Conditions are expected to change by next month as the warm temperatures quickly melt the deep mountain snowpack

By Molly Priddy

HELENA — A soggy Montana may still be recovering from spring flooding after one of the snowiest winters on record, but state officials are preparing for what is forecast to be an above-average wildfire season starting next month.

Department of Natural Resources and Conservation officials and the Montana National Guard scheduled a briefing Thursday afternoon to assess Montana’s readiness after last year’s fires exhausted the state’s firefighting cash reserves.

Montana, coming off a winter that approached or broke snowfall records, is faring better than other Western states that had a dry, warm winter. In Colorado and Utah, for example, early season fires have forced thousands of people to flee their homes.

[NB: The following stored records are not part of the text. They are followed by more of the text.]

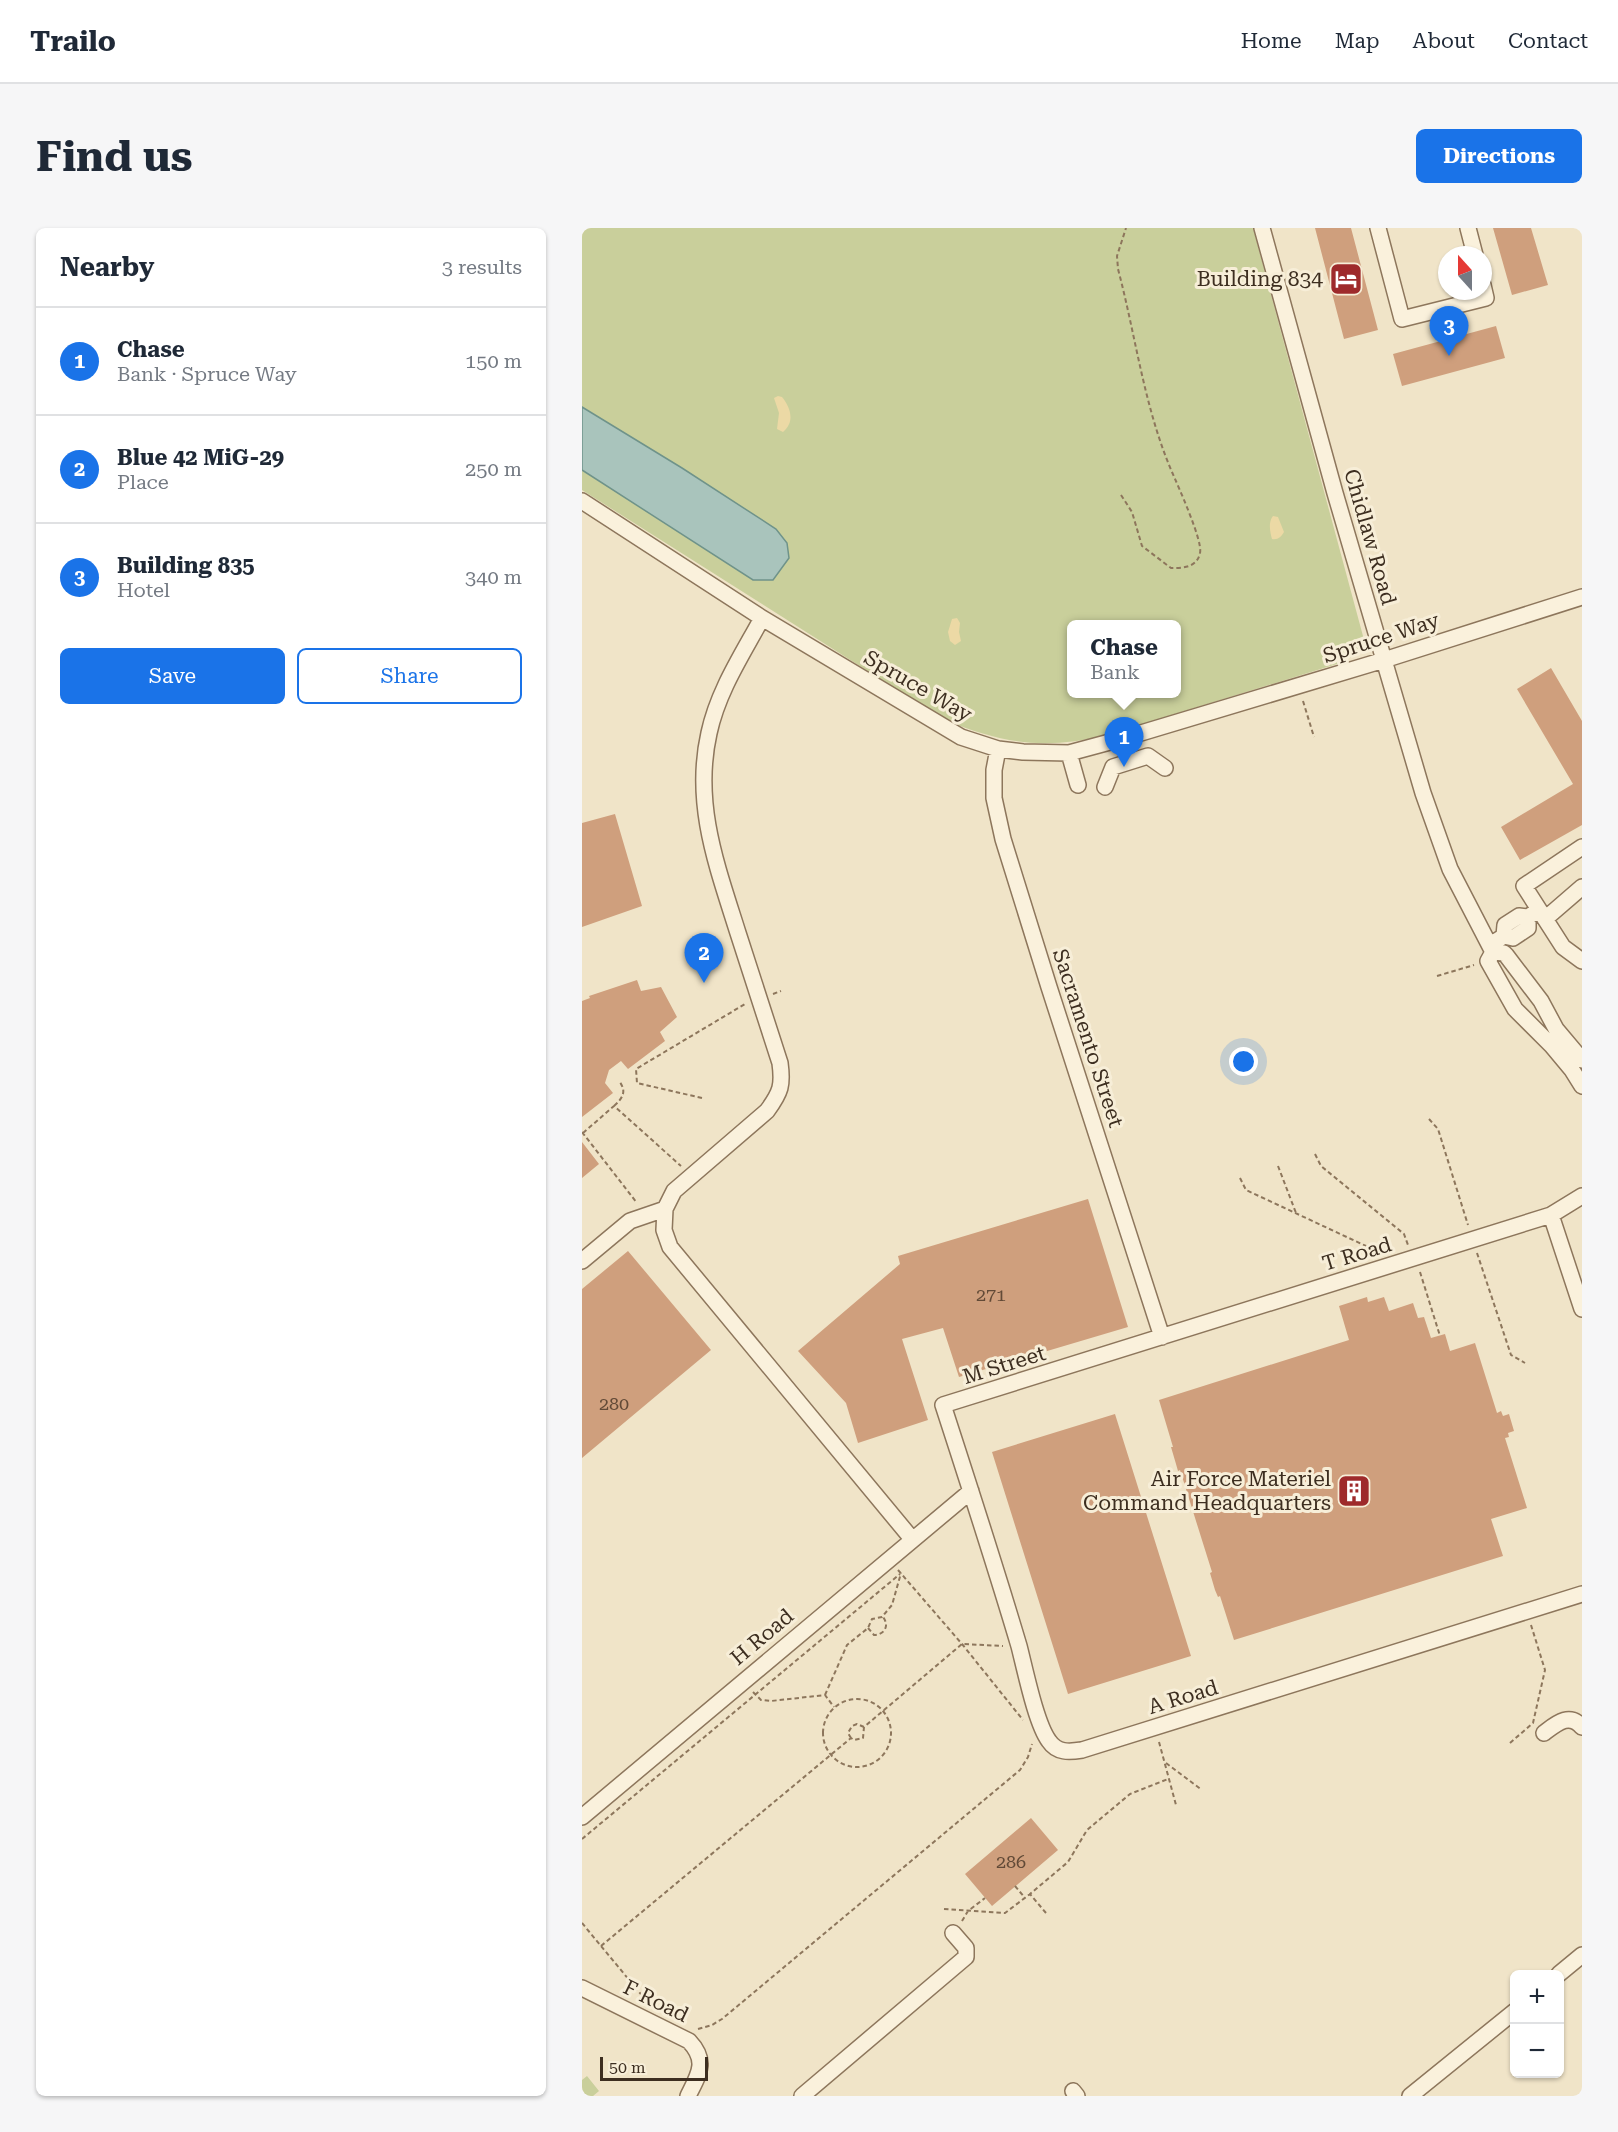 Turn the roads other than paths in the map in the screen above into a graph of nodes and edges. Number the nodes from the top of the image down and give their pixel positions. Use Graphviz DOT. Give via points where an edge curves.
graph roads {
  1 [pos="1262,228"];
  2 [pos="1378,228"];
  3 [pos="1468,228"];
  4 [pos="1473,246"];
  5 [pos="1478,300"];
  6 [pos="582,501"];
  7 [pos="1582,597"];
  8 [pos="762,618"];
  9 [pos="1384,660"];
  10 [pos="998,749"];
  11 [pos="1069,753"];
  12 [pos="1165,768"];
  13 [pos="1078,785"];
  14 [pos="1105,787"];
  15 [pos="1580,853"];
  16 [pos="1582,887"];
  17 [pos="1537,915"];
  18 [pos="1491,948"];
  19 [pos="1582,961"];
  20 [pos="1582,1060"];
  21 [pos="1582,1086"];
  22 [pos="1582,1186"];
  23 [pos="1582,1196"];
  24 [pos="664,1209"];
  25 [pos="1557,1211"];
  26 [pos="582,1261"];
  27 [pos="1582,1309"];
  28 [pos="1162,1337"];
  29 [pos="971,1491"];
  30 [pos="912,1539"];
  31 [pos="1582,1594"];
  32 [pos="1582,1727"];
  33 [pos="1544,1733"];
  34 [pos="582,1817"];
  35 [pos="956,1929"];
  36 [pos="1582,1955"];
  37 [pos="1564,1970"];
  38 [pos="582,1988"];
  39 [pos="1510,2016"];
  40 [pos="688,2096"];
  41 [pos="802,2096"];
  42 [pos="1410,2096"];
  1 -- 9 [label="street, Chidlaw Road"];
  2 -- 5 [label="street" via="1402,319"];
  3 -- 4 [label="street"];
  6 -- 8 [label="street, Spruce Way"];
  7 -- 9 [label="street, Spruce Way"];
  8 -- 10 [label="street, Spruce Way" via="961,737"];
  8 -- 24 [label="street" via="719,696 703,773 705,818 717,865 780,1062 782,1082 768,1111 674,1191"];
  9 -- 11 [label="street, Spruce Way"];
  9 -- 18 [label="street, Chidlaw Road" via="1435,830 1450,869"];
  10 -- 11 [label="street, Spruce Way"];
  10 -- 28 [label="street, Sacramento Street" via="994,798 1004,839"];
  11 -- 13 [label="street"];
  12 -- 14 [label="street" via="1148,756 1113,767"];
  15 -- 17 [label="street" via="1524,886"];
  16 -- 17 [label="street"];
  17 -- 18 [label="street" via="1519,916 1505,925 1504,936"];
  17 -- 19 [label="street" via="1563,948"];
  18 -- 20 [label="street, Chidlaw Road" via="1504,953"];
  18 -- 21 [label="street, Chidlaw Road" via="1488,961 1515,1010 1552,1046"];
  22 -- 25 [label="street"];
  23 -- 25 [label="street, T Road"];
  24 -- 26 [label="street" via="630,1221"];
  24 -- 30 [label="street" via="664,1230 670,1247"];
  25 -- 27 [label="street"];
  25 -- 28 [label="street, T Road"];
  28 -- 29 [label="street, M Street" via="943,1405"];
  29 -- 30 [label="street, H Road"];
  29 -- 31 [label="street, A Road" via="1043,1732 1052,1746 1069,1752"];
  30 -- 34 [label="street, H Road"];
  32 -- 33 [label="street" via="1567,1719"];
  35 -- 41 [label="street" via="966,1948 966,1957"];
  36 -- 37 [label="street"];
  38 -- 40 [label="street, F Road" via="689,2041 700,2062 699,2074"];
  39 -- 42 [label="street"];
}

By contrast, the Northern Rockies were one of only two areas of the country without active fires as of Thursday, according to the National Interagency Fire Center in Boise, Idaho.

Ninety percent of Montana is experiencing normal moisture, according to the U.S. Drought Monitor, but the land is already drying out fast with temperatures in May running 5 degrees above average. By mid-July, the threat for significant wildland fires will be above normal in northern and western Montana, according to the fire center.

By August and September, that above-normal threat will extend to south central Montana.

Montana is still recovering from last year’s fire season, when 1,500 square miles (4,045 square kilometers) burned and cost the state $68.7 million, Department of Natural Resources and Conservation spokesman John Grassy said.

That doesn’t count the U.S. government’s costs to respond to fires on federal lands.

State lawmakers trying to close a budget shortfall transferred $30 million from a state fund used for wildfire costs last year before the worst of the fires ignited. Then, what had been forecast as a normal fire season turned into one of the most expensive seasons on record, quickly wiping out the $32 million remaining in the fund and sinking the state into a deeper financial hole.

The state government will enter this year’s fire season with just $4.1 million in the fund, Grassy said.